CANDLE POWER ELECTRIC BEACON
A truly gigantic electric light beacon, shown in the accompanying illustrations, is just now being made the subject of a series of tests at the United States Lighthouse Depot, at Tompkinsville, Staten Island, N.Y. It was manufactured by Henri Lepaute, of Paris, and was first exhibited at the Chicago World’s Fair and subsequently at Atlanta and Nashville. It consists of two great lenses, each 9 feet in diameter, between which, in their focus, is placed a 9,000 candle power arc light. The valves and the light are carried by a vertical shaft which terminates at its lower end in a hollow drum, which latter floats in a bath of mercury. The great weight of the lantern, estimated at several tons, is thus carried by the mercury, and friction is reduced to such a point that the whole mass may easily be rotated by the pressure of one’s finger.

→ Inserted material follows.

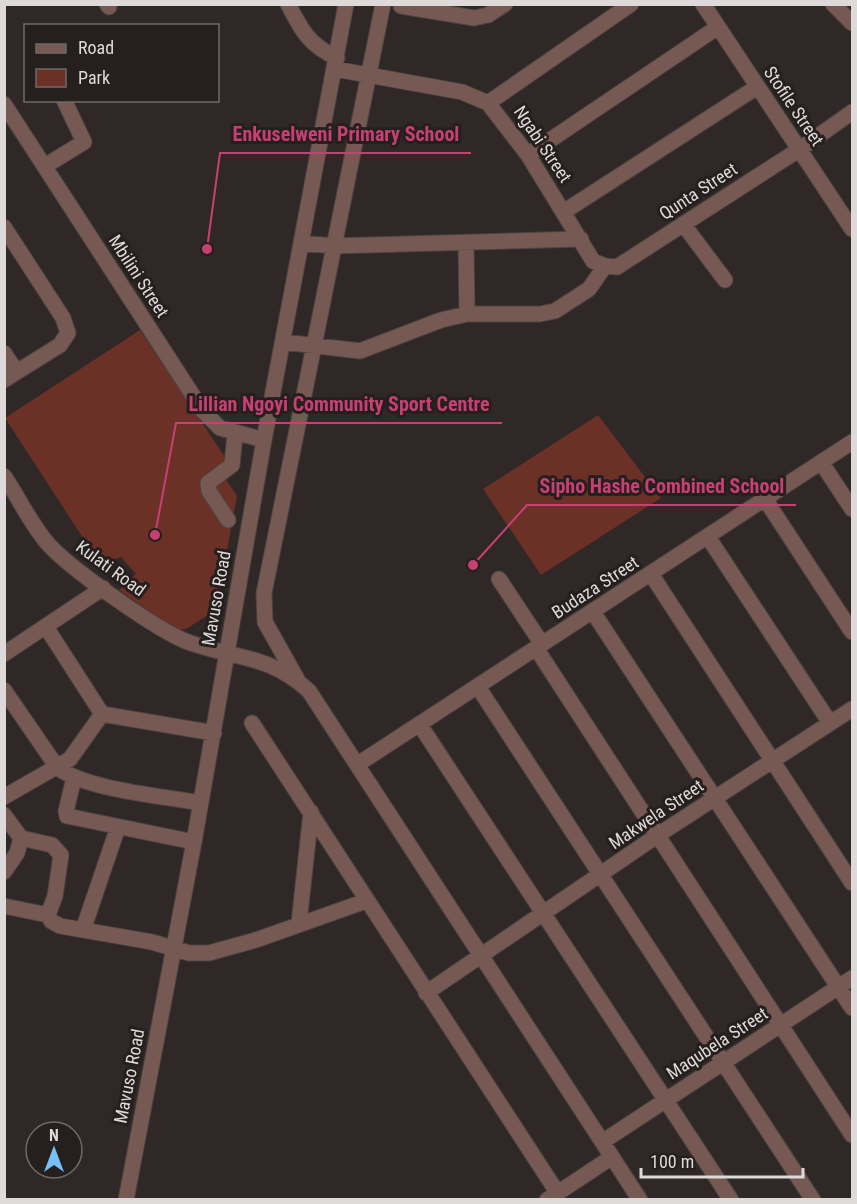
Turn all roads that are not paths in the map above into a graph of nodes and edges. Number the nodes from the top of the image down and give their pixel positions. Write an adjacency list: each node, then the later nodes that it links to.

Each lens consists of a set of lenses and prismatic segments, which are built up concentrically within a stout framework of brass, into which the segments are carefully cemented. The center of the lens consists of a solid disk. Surrounding this are eight concentric prisms, whose edges are in contact, and surrounding these are fourteen larger prisms, making 190 separate segments in the whole lens. The angles of the prisms are such that the rays of light are refracted so as to leave the lens in parallel non-divergent rays, and it is estimated that the 9-foot beam of light thus projected is of 90,000,000 candle power. The lantern is rotated by means of the clockwork which will be noticed at the right hand side of the framework. As there are two beams of light and the period of rotation is 10 seconds, every part of the horizon receives a flash once in 5 seconds, the duration of the flash being about one-twelfth of a second.
The illumninant is an arc lamp of 9,000 candle power, which is so constructed that the arc will always remain in the exact focus of the lenses, the latter being so placed that their foci coincide. The maintenance of the arc in a fixed position is secured by connecting the carbon holders so that they both travel simultaneously and at the same speed, as the carbon points are burnt away. The carbons are fed together by the clockwork enclosed in the base of the lamp. The mechanism is controlled by an electromagnet arranged in shunt around the arc. As the carbons are burnt away the resistance of the arc increases and the magnet releases the clockwork escapement, permitting it to bring the carbons together. The feed is slow and frequent, maintaining the arc at a practically uniform length.
The carbons vary in size from ⅝ to 2 inches diameter, and the 55-volt current will vary from 25 to 100 amperes, according to the carbons used. The current will be furnished by an alternating generator made by the General Electric Company, driven by a 25 horse power Ideal engine, steam being supplied by a 25 horse power Fitzgibbon’s boiler. When the lens is installed at a station the steam and electric plant will be furnished in duplicate, so that, should one set be disabled, the other can be brought at once into use.
As a precaution against the extinction of the light through the failure of the lamp, the whole lamp with its mechanism is provided in duplicate, the two lamps being carried at each side of a turntable, which is a permanent fixture within the bivalve lens. The turntable is placed to the left of the common focus of the lenses in such a position that on rotating it either of the lamps may be brought at will into the focus. The lamps are carried on a sliding rest on the turntable, and by means of an endless screw operated by a handwheel on the outside of the lenses they may be drawn out for inspection or repairs.
The theoretical luminous range of this giant lens in clear weather is 146.9 nautical miles ; and if the light were placed on a sufficiently lofty eminence to compensate for the curvature of the earth, it would be possible, under favorable circumstances, to see it at this distance. The geographical range, as it is called, depends on the height of the focal plane above the sea level. If the light were to be installed at Barnegat, where the height of the focal plane is 165 feet, the light would be visible from a vessel’s deck at a height of say 15 feet above the water at a distance of 19 nautical miles in clear weather, and, on account of its great power, at the same distance in hazy weather.
In a dense fog, however, even such a great light as this would be practically extinguished. In this latitude the light may be expected to be seen to the limit of the geographical range for 330 nights out of the year.
The present tests are being carried out by Lieut. Col. D. P. Heap, Corps of Engineers, U. S. A., engineer of the Third Lighthouse District, to whom we are indebted for particulars and photographs used in the preparation of the present article.
An early twentieth-century photograph of the U. S. Lighthouse Depot at Staten Island, N. Y.
It is noteworthy to point out here that the Navesink lighthouse was not the first to have its light powered by electricity in the United States. Between 1886 and 1902 electric carbon arc lights were placed in the torch of the Statue of Liberty, when the U. S. Lighthouse Board maintained the Navesink Lighthouse as an aid to navigation.